We've become more organized with locales, but I think that's mostly a
function of maintaining the ship schedule that we do, which is also a
recentish development.

I know Chase used to do multiple "batches" of locales for a releases.
Now, for the 1.5.0.x series, we only accept new locales at version
boundaries, thus reducing work. We have enough automation in this arena
that adding a locale during a release isn't difficult. Adding it out of
band is time consuming, so we've had to make some tough calls (lt, anyone?)

Axel has been working hard to coordinate localizers, so they know when
the code complete dates for l10n are, as well, and that they are the
same as the release code complete dates if at all possible. For the
maintenance releases, this is often possible. For major releases, like
2.0, it's been more difficult (mostly due to string changes made up to
the code complete date).

For people who've been around a long time, I can understand the
curiosity about why build/release times seem to be increasing over the
past few months. Personally, I think there's two major reasons for this:

1. We have a complex, multi-platform release process, built upon an
aging, brittle infrastructure. Historically, there hasn't been
engineer-time to improve this. That's now changed, and rhelmer has
actively been working on build/release automation in bug 352230.

2. We've added some verification steps to the release process. This does
add time, but it ensures that we ship a high quality release to the
millions of people that use our software. As more people adopt Firefox
and Thunderbird, we need to ensure that their user experience,
especially in the automatic update department, is a good one. Running
the tools to verify l10n and updates does take extra time, but the cost
of *not* running them is significantly higher in terms of "bad taste"
left in people's mouths.

If there are places were we can optimize processes or steps, I'd be
interested in hearing them. I think the new build automation harness
will reduce the time somewhat, but it won't reduce them to the days of
Firefox 1.0.

We have more users, more deliverables, and more locales now, and to
manage all of those, we need more testing, verification, and confidence
that we're releasing a high quality product.

Later,
preed
--
J. Paul Reed
Build/Release Engineer - The Mozilla Corporation
smtp://pr...@mozilla.com
irc://irc.mozilla.org/preed
pots://650.903.0800/x256

Gervase Markham

unread,

Oct 6, 2006, 11:54:05 AM10/6/06

to

J. Paul Reed wrote:
> If there are places were we can optimize processes or steps, I'd be
> interested in hearing them. I think the new build automation harness
> will reduce the time somewhat, but it won't reduce them to the days of
> Firefox 1.0.

As I understand his original post, dbaron is concerned about the release
process taking up the time of coders who would otherwise be working on
the next release. (dbaron: am I right?)

So, in a world where the release process took two weeks, but it involved
only the build and release team (and assuming, for this hypothetical
situation, that we only ever made one release at once), then that would
be fine.

So, it seems to me that the goals here are:

1) Have as short a time possible between "code complete" and "no coders
need worry about this release any more".

2) Also, have the build and release time short - but that's because we
have limited build and release resources, which is a different problem.

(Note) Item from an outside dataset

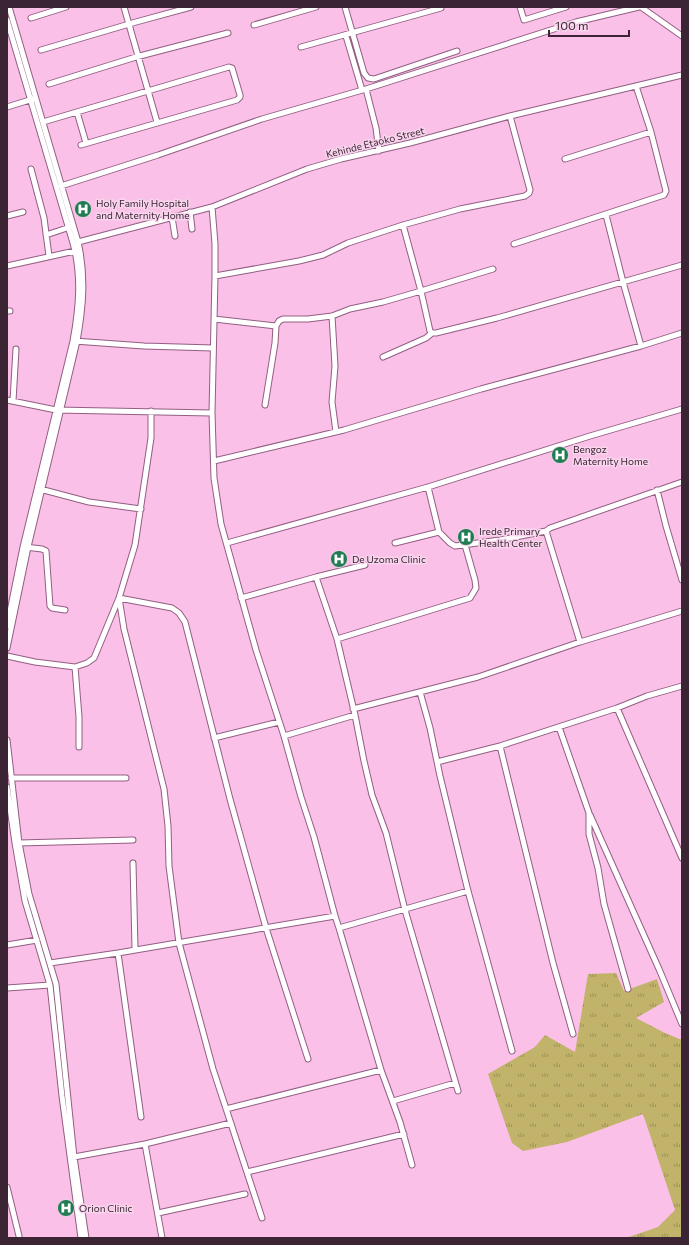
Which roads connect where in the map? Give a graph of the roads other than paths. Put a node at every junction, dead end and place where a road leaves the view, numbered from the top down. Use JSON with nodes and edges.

The discussion so far seems to have centered on optimising 2); perhaps
we should think more about 1)?

Gerv

L. David Baron

unread,

Oct 6, 2006, 1:13:48 PM10/6/06

to dev-pl...@lists.mozilla.org

On Friday 2006-10-06 16:54 +0100, Gervase Markham wrote:
> As I understand his original post, dbaron is concerned about the release
> process taking up the time of coders who would otherwise be working on
> the next release. (dbaron: am I right?)

No. I'm also (in fact, primarily) concerned about testers. And also
about whoever does things like Web page changes, since I'm worried that
process might get significantly more complicated.

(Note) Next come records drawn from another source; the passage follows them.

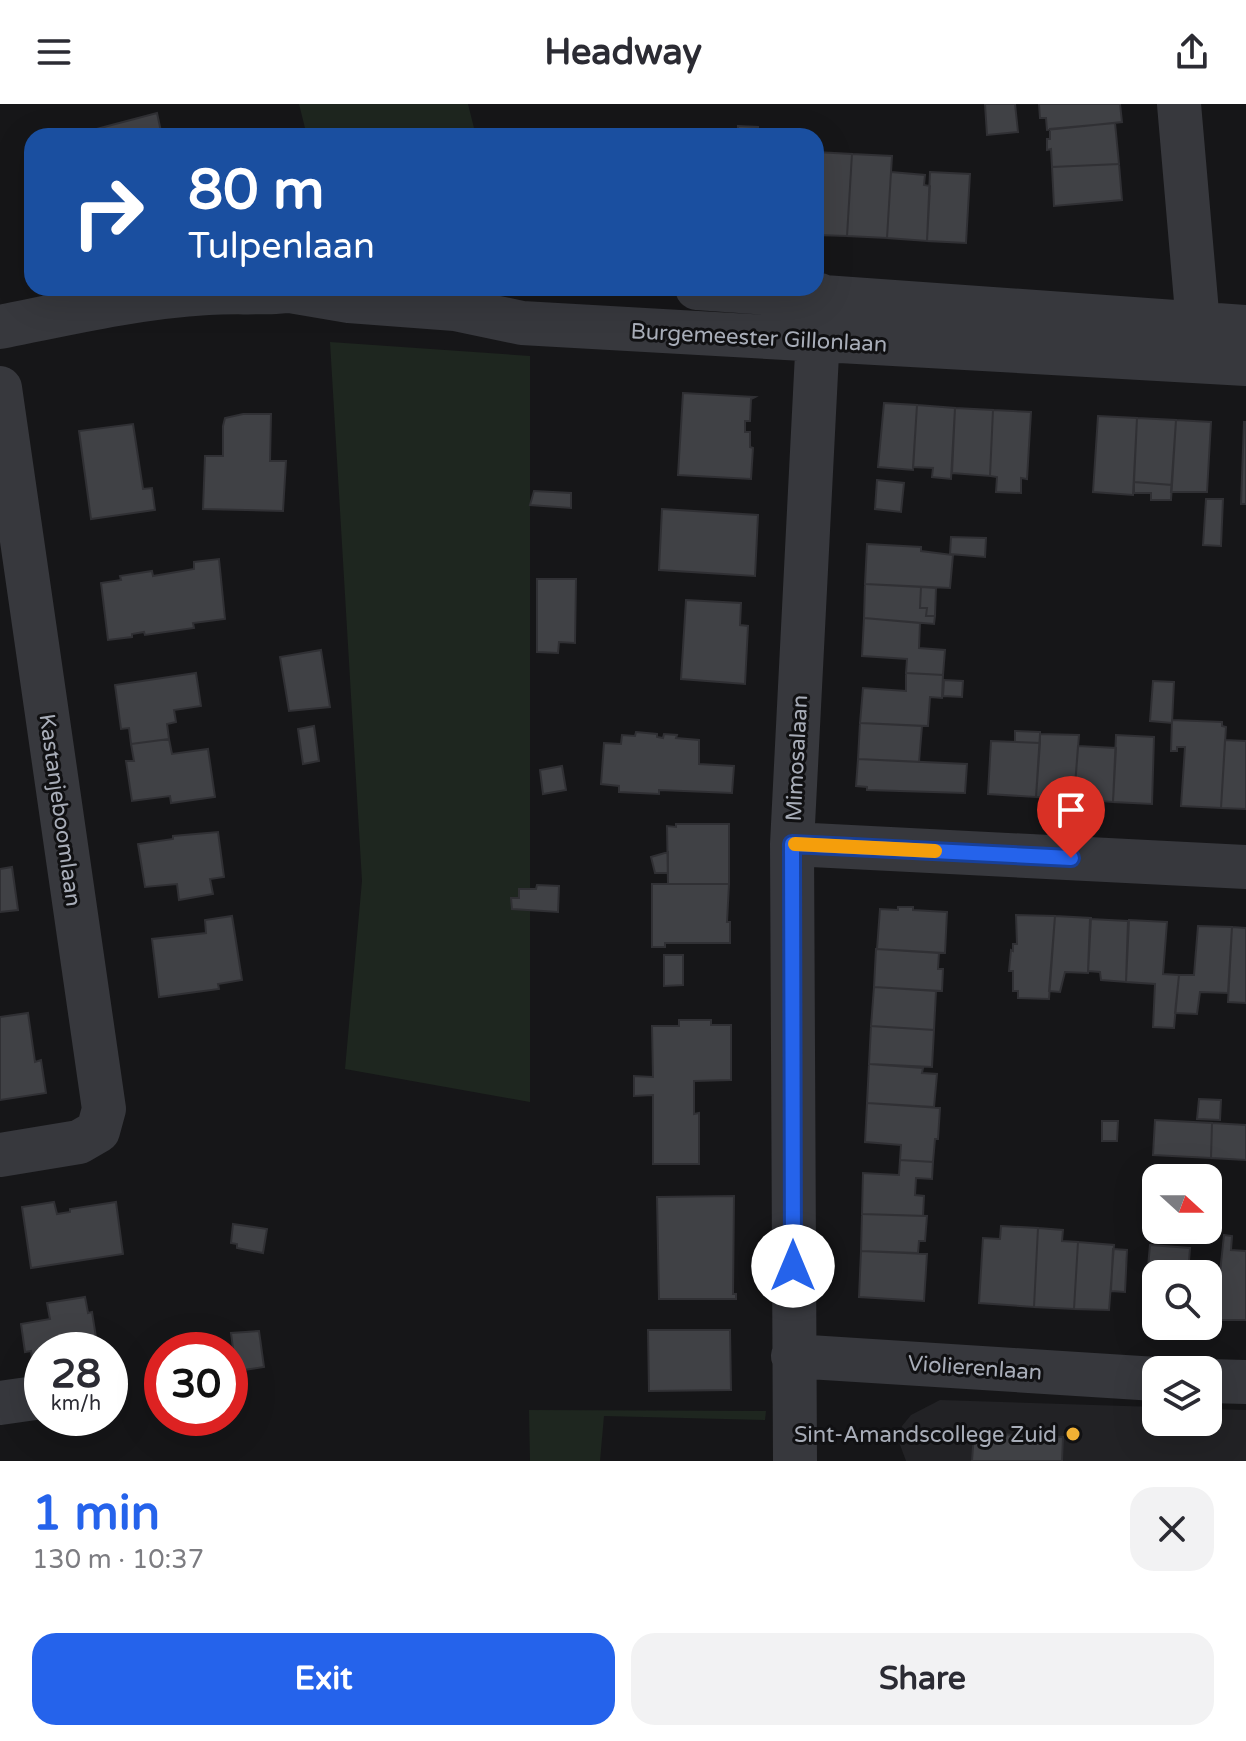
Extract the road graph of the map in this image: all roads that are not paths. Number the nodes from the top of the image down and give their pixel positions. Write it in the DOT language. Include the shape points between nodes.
graph roads {
  1 [pos="1179,104"];
  2 [pos="178,296"];
  3 [pos="326,296"];
  4 [pos="820,296"];
  5 [pos="824,296"];
  6 [pos="0,327"];
  7 [pos="1246,327"];
  8 [pos="819,340"];
  9 [pos="1197,343"];
  10 [pos="1246,364"];
  11 [pos="0,388"];
  12 [pos="792,844"];
  13 [pos="1246,867"];
  14 [pos="0,1155"];
  15 [pos="793,1356"];
  16 [pos="1142,1378"];
  17 [pos="1222,1381"];
  18 [pos="1246,1382"];
  19 [pos="24,1400"];
  20 [pos="0,1403"];
  21 [pos="795,1461"];
  1 -- 9 [label="street"];
  2 -- 6 [label="street, Burgemeester Gillonlaan"];
  3 -- 8 [label="street, Burgemeester Gillonlaan" via="455,309 522,323"];
  4 -- 8 [label="street, Mimosalaan"];
  5 -- 9 [label="street, Burgemeester Gillonlaan"];
  7 -- 9 [label="street, Burgemeester Gillonlaan"];
  8 -- 9 [label="street, Burgemeester Gillonlaan"];
  8 -- 12 [label="street, Mimosalaan"];
  9 -- 10 [label="street, Burgemeester Gillonlaan"];
  11 -- 14 [label="street, Kastanjeboomlaan" via="104,1109 98,1131 79,1142"];
  12 -- 13 [label="street"];
  12 -- 15 [label="street, Mimosalaan"];
  15 -- 16 [label="street, Violierenlaan"];
  15 -- 21 [label="street, Mimosalaan"];
  17 -- 18 [label="street"];
  19 -- 20 [label="street"];
}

> So, in a world where the release process took two weeks, but it involved
> only the build and release team (and assuming, for this hypothetical
> situation, that we only ever made one release at once), then that would
> be fine.

No, it wouldn't. We need to be able to do security firedrills much
faster than that.

-David

--
L. David Baron <URL: http://dbaron.org/ >
Technical Lead, Layout & CSS, Mozilla Corporation

Adam Guthrie

unread,

Oct 6, 2006, 3:22:48 PM10/6/06

to dev-pl...@lists.mozilla.org

L. David Baron wrote:
> No. I'm also (in fact, primarily) concerned about testers. And also
> about whoever does things like Web page changes, since I'm worried that
> process might get significantly more complicated.

I think that the solution here is for QA to do what build has done for
the release process: automate it.

I spent a lot of time this summer testing updates and spot checking
various locales for every release we did. (And I mostly tested Linux; QA
has to test on all three platforms, with various update paths and at
least eight locales.) Each time I did this I thought, "This is so easy
and monotonous. I would much rather be verifying bugs or testing other
things that really need a human being to do."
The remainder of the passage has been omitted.